# Task directions:
Find the line with "Write the network" in the entries below. Repeat it, every following line, and the line with "Trace the roads", exactly and with nothing added.
Segment Start: Material shown
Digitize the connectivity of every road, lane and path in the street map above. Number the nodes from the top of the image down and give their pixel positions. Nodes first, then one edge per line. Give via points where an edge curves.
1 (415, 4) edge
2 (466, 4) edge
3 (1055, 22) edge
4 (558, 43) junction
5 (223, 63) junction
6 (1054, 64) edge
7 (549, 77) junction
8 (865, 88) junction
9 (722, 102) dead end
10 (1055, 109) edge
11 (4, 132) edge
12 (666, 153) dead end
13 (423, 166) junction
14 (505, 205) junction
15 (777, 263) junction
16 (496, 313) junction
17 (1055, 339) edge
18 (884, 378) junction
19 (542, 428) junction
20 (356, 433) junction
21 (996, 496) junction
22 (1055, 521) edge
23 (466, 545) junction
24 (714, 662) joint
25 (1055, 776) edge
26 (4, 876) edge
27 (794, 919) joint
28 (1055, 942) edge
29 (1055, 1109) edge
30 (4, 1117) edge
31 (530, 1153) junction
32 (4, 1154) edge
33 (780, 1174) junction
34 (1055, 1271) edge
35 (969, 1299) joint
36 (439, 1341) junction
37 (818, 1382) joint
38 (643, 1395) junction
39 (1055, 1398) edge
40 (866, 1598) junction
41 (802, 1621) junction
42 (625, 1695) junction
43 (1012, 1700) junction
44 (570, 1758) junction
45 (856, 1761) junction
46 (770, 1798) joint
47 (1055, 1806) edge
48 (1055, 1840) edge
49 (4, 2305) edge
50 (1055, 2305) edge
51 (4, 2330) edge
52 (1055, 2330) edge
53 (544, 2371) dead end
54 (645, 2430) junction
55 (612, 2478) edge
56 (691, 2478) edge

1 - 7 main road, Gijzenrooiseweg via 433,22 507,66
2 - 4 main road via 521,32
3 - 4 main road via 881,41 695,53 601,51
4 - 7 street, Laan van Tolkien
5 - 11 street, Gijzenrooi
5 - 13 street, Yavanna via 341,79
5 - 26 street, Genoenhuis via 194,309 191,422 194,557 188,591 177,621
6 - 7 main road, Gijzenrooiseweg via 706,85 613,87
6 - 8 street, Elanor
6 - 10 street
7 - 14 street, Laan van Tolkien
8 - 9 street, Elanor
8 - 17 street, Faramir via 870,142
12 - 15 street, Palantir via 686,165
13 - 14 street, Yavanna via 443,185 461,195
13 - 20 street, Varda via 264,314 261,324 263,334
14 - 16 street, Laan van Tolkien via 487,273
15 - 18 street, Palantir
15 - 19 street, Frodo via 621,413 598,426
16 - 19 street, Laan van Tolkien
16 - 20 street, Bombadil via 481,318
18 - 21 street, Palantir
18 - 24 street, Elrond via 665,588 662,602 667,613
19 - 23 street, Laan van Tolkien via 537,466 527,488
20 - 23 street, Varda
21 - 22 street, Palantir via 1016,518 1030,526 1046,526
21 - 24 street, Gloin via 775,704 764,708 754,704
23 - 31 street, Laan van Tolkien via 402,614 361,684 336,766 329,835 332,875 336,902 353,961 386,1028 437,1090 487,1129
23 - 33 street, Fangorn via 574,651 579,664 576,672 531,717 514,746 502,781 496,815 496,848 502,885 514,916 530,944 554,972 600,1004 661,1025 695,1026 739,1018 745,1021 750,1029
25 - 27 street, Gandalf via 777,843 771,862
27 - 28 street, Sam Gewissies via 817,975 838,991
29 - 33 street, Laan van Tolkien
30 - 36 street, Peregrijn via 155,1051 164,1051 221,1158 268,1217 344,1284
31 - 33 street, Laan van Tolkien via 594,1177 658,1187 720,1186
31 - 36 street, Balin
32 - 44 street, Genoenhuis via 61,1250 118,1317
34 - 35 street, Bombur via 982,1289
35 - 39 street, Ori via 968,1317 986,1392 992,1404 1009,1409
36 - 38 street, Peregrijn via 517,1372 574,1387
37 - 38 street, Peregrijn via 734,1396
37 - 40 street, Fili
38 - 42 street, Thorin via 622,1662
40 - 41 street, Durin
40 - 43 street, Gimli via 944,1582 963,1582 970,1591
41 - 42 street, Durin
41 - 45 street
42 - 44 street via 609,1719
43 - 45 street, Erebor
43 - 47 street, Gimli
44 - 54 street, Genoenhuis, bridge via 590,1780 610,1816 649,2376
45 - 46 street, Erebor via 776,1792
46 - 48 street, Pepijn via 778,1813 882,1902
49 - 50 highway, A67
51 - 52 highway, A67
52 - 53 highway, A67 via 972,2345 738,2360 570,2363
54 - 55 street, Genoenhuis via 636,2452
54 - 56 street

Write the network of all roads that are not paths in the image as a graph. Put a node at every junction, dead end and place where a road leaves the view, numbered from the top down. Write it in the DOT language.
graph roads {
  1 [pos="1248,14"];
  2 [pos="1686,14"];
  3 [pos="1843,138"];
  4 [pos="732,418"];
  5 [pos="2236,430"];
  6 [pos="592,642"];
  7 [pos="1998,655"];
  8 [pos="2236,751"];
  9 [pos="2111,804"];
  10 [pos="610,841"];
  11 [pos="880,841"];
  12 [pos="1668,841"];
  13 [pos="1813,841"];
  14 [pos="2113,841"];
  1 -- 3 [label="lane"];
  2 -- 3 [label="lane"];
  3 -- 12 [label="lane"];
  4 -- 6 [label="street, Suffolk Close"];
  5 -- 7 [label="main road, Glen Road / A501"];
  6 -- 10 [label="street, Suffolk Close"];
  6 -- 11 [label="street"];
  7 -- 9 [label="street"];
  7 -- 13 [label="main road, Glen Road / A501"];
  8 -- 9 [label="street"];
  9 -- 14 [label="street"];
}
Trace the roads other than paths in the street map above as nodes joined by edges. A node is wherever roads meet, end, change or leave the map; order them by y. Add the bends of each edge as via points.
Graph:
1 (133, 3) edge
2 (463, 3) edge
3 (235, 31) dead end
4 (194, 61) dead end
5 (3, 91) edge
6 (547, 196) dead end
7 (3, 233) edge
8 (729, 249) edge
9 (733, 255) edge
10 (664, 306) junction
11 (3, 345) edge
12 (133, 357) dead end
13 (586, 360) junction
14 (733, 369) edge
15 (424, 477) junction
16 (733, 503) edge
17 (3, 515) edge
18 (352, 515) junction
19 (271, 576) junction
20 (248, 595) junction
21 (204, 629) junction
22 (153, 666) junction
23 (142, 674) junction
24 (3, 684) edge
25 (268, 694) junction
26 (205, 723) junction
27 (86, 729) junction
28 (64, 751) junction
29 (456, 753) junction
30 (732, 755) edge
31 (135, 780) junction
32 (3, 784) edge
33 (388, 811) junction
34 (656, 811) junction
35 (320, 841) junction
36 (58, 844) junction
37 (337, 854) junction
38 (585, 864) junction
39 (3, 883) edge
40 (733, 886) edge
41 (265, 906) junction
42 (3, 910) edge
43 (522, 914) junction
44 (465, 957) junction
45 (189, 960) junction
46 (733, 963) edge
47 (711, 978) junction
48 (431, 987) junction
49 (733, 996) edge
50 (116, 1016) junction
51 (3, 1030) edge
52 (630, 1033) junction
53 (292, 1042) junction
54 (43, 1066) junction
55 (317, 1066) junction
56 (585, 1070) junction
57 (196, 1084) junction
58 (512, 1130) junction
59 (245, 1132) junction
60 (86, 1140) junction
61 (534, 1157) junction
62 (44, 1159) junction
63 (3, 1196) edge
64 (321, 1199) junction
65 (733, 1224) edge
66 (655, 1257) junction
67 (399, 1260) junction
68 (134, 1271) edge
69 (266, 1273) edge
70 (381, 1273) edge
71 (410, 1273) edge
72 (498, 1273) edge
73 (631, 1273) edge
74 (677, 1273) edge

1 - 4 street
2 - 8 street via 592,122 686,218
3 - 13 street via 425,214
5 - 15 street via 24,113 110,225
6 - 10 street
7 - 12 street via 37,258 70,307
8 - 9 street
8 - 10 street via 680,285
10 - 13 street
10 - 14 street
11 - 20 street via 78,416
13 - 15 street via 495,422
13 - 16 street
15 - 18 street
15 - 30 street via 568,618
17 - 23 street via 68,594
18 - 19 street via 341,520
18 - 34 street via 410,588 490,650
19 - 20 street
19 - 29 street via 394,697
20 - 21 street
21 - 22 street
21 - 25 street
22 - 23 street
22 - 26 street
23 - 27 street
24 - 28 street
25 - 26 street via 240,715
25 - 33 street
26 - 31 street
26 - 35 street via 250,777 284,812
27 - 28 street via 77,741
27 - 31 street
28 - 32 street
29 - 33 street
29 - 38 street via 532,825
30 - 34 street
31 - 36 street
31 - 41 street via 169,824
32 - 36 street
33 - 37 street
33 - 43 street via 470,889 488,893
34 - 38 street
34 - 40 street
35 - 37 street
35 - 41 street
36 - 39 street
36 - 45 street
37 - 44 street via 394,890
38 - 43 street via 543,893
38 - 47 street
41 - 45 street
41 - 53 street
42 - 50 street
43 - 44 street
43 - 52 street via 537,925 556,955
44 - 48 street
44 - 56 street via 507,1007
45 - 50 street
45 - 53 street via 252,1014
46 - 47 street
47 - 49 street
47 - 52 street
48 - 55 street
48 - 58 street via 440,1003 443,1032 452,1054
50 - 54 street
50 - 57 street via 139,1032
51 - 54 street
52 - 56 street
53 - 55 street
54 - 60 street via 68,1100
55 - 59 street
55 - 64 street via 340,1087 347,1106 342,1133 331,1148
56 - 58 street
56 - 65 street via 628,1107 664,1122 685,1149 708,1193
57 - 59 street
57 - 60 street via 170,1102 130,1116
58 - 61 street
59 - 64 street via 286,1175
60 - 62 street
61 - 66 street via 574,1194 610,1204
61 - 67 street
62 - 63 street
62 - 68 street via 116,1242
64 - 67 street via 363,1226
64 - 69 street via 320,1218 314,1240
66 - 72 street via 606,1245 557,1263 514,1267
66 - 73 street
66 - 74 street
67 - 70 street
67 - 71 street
Segment End: Material shown
# Answer below:
Write the network of all roads that are not paths in the image as a graph. Put a node at every junction, dead end and place where a road leaves the view, numbered from the top down. Write it in the DOT language.
graph roads {
  1 [pos="1248,14"];
  2 [pos="1686,14"];
  3 [pos="1843,138"];
  4 [pos="732,418"];
  5 [pos="2236,430"];
  6 [pos="592,642"];
  7 [pos="1998,655"];
  8 [pos="2236,751"];
  9 [pos="2111,804"];
  10 [pos="610,841"];
  11 [pos="880,841"];
  12 [pos="1668,841"];
  13 [pos="1813,841"];
  14 [pos="2113,841"];
  1 -- 3 [label="lane"];
  2 -- 3 [label="lane"];
  3 -- 12 [label="lane"];
  4 -- 6 [label="street, Suffolk Close"];
  5 -- 7 [label="main road, Glen Road / A501"];
  6 -- 10 [label="street, Suffolk Close"];
  6 -- 11 [label="street"];
  7 -- 9 [label="street"];
  7 -- 13 [label="main road, Glen Road / A501"];
  8 -- 9 [label="street"];
  9 -- 14 [label="street"];
}
Trace the roads other than paths in the street map above as nodes joined by edges. A node is wherever roads meet, end, change or leave the map; order them by y. Add the bends of each edge as via points.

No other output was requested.